Now Reading
Oindrila Mukherjee, Pushcart Nominee

Oindrila Mukherjee, Pushcart Nominee

Vandal

Read Oindrila Mukherjee’s “My First Byline”

What about your work (creative, activist, etc) excites you the most? 

Trying to write about an India that has changed and is changing very fast, and to tell our stories, the stories of people who inhabit a post-globalization space that defies the old stereotypes.

Do you have any special rituals, or is writing something you just have to hunker down and do?

Special ritual: Turn the Internet off, TV off, radio off, cell phone off. I try to write at least 2 or 3 times a week even when I’m teaching, and I don’t stop these days until I have a thousand words. It’s hardest before you start but gets easier as you see the word count going up at the bottom

Who were and are some of the writers important to you?

I love magical realists, even though my writing is nothing like theirs. But maybe it’s because most of them deal with national, post-colonial narratives, through non-linear, non-traditional, non-Western structures. Or maybe because I love folk and fairy tales and the surreal elements. Marquez, Alejo Carpentier, Ben Okri, Isabel Allende, Rushdie. Jamaica Kincaid’s voice had a huge impact on me when I first wanted to be a writer. I like dark, irreverent voices like Lorrie Moore or Junot Diaz, and lyrical writers like Maxine Swann. But I think the biggest influences on me have been classic British novelists I grew up reading, like D.H. Lawrence, E.M. Forster, and Thomas Hardy.

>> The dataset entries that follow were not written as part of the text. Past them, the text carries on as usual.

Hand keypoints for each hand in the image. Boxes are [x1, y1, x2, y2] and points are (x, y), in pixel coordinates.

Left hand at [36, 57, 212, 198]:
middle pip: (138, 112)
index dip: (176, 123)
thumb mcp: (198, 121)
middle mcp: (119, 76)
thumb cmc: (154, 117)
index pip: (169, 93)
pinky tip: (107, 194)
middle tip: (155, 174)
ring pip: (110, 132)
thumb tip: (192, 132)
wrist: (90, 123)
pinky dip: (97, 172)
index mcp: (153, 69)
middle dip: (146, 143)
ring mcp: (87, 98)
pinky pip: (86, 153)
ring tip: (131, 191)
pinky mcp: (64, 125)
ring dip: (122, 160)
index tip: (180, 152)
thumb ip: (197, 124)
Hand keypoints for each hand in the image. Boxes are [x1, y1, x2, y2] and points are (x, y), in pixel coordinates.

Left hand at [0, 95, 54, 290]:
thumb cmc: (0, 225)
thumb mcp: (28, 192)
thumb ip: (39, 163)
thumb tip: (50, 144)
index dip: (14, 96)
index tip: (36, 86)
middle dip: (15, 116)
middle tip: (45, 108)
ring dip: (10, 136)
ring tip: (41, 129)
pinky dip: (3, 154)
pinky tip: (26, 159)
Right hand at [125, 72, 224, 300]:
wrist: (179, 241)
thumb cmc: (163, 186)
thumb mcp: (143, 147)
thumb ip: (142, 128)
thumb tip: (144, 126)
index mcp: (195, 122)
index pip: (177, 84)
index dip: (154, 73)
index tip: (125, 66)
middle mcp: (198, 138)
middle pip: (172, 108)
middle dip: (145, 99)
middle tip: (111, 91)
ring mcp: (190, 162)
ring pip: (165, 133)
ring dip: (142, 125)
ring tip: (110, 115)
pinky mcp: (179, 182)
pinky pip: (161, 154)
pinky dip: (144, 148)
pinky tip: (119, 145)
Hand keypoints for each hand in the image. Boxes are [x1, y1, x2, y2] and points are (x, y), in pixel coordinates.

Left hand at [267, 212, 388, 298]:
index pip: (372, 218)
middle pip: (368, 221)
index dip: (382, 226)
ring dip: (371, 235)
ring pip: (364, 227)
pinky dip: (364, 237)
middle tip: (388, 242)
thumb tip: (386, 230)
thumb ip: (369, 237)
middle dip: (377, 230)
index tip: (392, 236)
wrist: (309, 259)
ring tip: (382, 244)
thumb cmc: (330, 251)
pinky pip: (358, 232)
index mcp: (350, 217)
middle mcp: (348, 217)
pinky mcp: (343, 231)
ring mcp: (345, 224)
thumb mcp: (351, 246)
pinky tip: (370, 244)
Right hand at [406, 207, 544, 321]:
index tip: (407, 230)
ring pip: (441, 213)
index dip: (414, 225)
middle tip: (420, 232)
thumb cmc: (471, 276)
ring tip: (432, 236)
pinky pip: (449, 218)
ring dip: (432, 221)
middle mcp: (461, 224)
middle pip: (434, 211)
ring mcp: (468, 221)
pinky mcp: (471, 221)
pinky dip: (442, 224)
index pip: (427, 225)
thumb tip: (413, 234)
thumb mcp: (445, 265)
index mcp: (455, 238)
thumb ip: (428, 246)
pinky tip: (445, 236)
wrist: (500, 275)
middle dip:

Do you want to share anything else about the work featured in Vandal: For example, what inspired it? A context? What next? 

The central incident in this story is based on a real life experience I had when working as a newspaper reporter in Calcutta, before I moved to the U.S. The incident happened, I was one of the first reporters to cover it, and it got some mileage. Then, everyone forgot about it. Several months later, I went back to her village to do the follow up. As a reporter, I found myself writing about people who belonged to a very different social milieu from myself. The primary way in which these stories impacted me as a reporter was through bylines. Writing this story, a few years later, was a way of processing my own feelings of guilt and helplessness, and also of exploring the divide – and attempts to connect –between characters from very different backgrounds.

What are you working on right now? Why now?

I’m working on a novel set mostly in India, as well a collection of short stories set in the U.S. I was in India all summer to research the novel, it’s very contemporary, but I can’t say much more about it at this stage.

The short stories deal with Indians who come here now, as opposed to a generation ago. The world is a different place since the growth of social media and online dating sites and so on. India is a completely different place from even 10 years ago when I left. It’s more Americanized than before. The people who come here now are different, they are coming from a different place, and both our expectations and our experiences are different. I really think the narrative about Indian immigrants needs to be updated.

At what point do you feel comfortable giving drafts to other people to read? When do you know something is finished?

I tend to give people drafts way too early. I think something’s finished, then, while walking around on campus or something, I’ll suddenly think of something new that the story was missing. Note to Self: Don’t rush. Hibernate. In other words, take the advice you always give your students. Patience, I’ve learned, is a real virtue in writing.

Any hot button issues that you feel Vandal should address in the future? Or any silences in public discussions or even private spheres that should come out in the open?

I would love more conversations about international culture and its place in America today, and about representations of other nations. While there are attempts to talk about the challenges of being a woman writer or being a writer of color, there is very little about being a foreign writer. This dimension has played into my creative writing workshops as a grad student, into my communication with agents and editors, my cover letters, and my tenure track job. It is a unique space to inhabit.